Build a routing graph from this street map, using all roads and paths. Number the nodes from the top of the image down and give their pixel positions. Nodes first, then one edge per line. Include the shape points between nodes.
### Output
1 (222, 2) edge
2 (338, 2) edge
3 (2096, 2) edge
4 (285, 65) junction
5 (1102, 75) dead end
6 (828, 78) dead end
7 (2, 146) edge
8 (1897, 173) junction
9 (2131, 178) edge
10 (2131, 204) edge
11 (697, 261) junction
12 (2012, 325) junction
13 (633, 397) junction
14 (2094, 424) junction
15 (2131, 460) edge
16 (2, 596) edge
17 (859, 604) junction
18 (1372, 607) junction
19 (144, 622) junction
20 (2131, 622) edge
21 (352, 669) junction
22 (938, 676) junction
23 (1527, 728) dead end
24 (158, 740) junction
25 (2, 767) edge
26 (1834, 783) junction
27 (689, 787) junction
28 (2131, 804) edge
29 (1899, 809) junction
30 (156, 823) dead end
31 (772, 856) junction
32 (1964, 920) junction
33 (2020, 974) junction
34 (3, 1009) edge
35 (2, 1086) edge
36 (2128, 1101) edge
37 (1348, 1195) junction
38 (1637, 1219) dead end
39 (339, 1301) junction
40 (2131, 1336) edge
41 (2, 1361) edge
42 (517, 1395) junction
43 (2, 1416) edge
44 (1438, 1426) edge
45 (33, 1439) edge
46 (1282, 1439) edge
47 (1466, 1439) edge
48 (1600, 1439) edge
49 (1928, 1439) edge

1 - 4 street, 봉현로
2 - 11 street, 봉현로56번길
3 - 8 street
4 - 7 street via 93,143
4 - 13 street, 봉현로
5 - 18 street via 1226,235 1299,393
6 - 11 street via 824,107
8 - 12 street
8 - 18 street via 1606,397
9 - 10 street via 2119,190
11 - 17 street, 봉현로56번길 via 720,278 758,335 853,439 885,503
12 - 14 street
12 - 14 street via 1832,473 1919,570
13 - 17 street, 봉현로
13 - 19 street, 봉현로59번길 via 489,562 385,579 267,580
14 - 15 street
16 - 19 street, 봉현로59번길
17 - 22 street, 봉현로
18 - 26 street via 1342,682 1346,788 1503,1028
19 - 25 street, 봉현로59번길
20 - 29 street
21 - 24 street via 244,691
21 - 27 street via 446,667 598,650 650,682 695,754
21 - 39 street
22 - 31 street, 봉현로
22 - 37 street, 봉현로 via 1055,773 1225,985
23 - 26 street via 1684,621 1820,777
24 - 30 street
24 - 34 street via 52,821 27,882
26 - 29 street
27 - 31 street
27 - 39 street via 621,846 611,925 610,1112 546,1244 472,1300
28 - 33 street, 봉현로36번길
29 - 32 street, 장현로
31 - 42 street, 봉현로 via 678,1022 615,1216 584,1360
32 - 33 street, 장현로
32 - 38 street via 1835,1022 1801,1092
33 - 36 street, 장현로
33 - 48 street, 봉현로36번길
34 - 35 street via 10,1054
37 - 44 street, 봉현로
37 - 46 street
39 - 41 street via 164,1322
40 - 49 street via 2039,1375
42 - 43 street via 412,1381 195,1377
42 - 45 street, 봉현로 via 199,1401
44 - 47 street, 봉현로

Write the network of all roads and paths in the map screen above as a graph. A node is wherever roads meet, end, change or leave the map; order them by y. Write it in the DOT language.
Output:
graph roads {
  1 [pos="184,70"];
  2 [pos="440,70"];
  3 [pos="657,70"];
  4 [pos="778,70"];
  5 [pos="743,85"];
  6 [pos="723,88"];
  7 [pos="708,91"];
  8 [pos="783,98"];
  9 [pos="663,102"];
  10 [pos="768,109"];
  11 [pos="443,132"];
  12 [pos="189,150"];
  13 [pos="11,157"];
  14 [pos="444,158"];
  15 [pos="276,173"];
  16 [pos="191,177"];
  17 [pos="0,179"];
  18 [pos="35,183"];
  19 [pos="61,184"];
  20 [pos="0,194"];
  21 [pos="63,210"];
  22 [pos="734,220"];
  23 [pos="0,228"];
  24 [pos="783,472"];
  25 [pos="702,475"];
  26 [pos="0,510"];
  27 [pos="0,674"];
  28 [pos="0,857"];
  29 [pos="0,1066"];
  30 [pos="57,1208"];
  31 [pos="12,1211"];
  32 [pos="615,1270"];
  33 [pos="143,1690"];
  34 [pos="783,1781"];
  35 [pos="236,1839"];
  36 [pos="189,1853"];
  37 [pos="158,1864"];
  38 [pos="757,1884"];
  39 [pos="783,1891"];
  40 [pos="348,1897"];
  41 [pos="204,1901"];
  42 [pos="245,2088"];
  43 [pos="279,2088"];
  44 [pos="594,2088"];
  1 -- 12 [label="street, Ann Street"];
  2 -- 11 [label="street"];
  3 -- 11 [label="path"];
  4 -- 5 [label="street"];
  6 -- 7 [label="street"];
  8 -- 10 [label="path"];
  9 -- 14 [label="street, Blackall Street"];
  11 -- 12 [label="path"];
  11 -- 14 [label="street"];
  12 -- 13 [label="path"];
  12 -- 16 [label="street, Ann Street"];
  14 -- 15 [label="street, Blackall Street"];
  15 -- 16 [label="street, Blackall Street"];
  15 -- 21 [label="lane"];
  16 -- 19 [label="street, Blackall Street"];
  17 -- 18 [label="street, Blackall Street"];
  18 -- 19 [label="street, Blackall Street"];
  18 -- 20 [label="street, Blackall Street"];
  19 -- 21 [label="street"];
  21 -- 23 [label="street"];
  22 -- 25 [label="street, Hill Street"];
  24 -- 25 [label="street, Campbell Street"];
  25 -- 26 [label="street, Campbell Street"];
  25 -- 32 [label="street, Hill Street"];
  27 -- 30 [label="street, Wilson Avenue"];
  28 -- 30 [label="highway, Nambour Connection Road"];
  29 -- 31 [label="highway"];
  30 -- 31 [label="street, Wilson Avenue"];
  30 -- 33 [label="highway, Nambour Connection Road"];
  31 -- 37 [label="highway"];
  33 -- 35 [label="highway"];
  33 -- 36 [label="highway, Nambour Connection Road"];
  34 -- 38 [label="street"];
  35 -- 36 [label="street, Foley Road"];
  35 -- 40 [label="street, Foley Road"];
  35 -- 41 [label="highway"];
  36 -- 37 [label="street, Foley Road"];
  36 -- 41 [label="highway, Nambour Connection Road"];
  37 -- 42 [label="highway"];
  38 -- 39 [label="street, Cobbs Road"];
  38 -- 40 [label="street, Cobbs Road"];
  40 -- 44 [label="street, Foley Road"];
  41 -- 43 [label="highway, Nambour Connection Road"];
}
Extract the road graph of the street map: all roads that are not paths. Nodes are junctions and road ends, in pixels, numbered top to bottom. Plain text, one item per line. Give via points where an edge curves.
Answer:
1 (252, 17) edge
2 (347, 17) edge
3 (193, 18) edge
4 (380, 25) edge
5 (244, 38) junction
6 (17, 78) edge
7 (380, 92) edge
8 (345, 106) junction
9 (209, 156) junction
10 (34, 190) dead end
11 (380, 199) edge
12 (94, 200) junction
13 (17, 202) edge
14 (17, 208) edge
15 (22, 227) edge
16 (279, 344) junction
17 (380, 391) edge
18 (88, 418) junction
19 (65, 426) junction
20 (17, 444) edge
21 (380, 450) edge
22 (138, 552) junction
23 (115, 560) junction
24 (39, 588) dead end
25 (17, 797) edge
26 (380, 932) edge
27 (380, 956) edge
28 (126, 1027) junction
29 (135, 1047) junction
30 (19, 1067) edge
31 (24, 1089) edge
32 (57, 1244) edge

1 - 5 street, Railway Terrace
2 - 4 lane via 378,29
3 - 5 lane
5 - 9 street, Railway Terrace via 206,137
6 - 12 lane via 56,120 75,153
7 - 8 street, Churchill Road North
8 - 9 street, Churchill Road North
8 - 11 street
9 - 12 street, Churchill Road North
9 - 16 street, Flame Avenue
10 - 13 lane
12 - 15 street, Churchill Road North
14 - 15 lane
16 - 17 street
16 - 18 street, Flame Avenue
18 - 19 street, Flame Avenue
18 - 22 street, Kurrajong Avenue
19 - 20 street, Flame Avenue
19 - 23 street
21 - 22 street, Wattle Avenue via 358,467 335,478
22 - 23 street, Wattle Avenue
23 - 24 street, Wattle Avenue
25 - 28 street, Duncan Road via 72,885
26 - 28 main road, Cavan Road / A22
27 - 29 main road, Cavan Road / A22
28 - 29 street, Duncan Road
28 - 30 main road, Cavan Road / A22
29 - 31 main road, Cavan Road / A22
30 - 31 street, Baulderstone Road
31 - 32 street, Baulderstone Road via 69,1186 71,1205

*Requirement*
Each line above that contains the string "Connection" counts once; give the number of such lines and nothing more.

*Finished task*
5